Assigning times to minimise reachability in temporal graphs

TL;DR

This paper explores how to order active times of edges in temporal graphs to minimize the maximum reachability, which models worst-case disease spread, and shows the problem is NP-hard with some solvable cases.

Contribution

It introduces a novel modification approach for temporal graphs by fixing active times and changing their order, and analyzes the computational complexity of the resulting optimization problem.

Findings

The problem of ordering edges to minimize reachability is NP-hard.

Certain cases of the problem can be solved efficiently.

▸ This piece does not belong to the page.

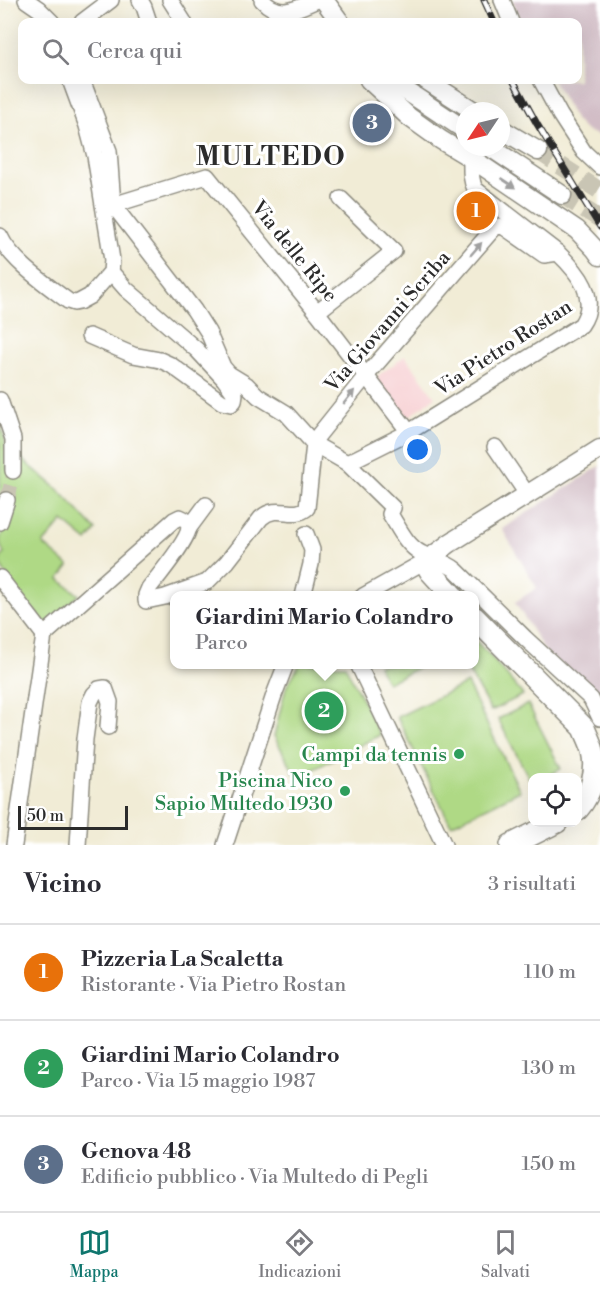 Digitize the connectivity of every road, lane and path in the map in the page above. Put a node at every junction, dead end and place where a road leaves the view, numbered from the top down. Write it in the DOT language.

Approximation algorithms are identified for some instances.

Abstract

Temporal graphs (in which edges are active at specified times) are of particular relevance for spreading processes on graphs, e.g.~the spread of disease or dissemination of information. Motivated by real-world applications, modification of static graphs to control this spread has proven a rich topic for previous research. Here, we introduce a new type of modification for temporal graphs: the number of active times for each edge is fixed, but we can change the relative order in which (sets of) edges are active. We investigate the problem of determining an ordering of edges that minimises the maximum number of vertices reachable from any single starting vertex; epidemiologically, this corresponds to the worst-case number of vertices infected in a single disease outbreak. We study two versions of this problem, both of which we show to be $\NP$-hard, and identify cases in which the problem can be solved or approximated efficiently.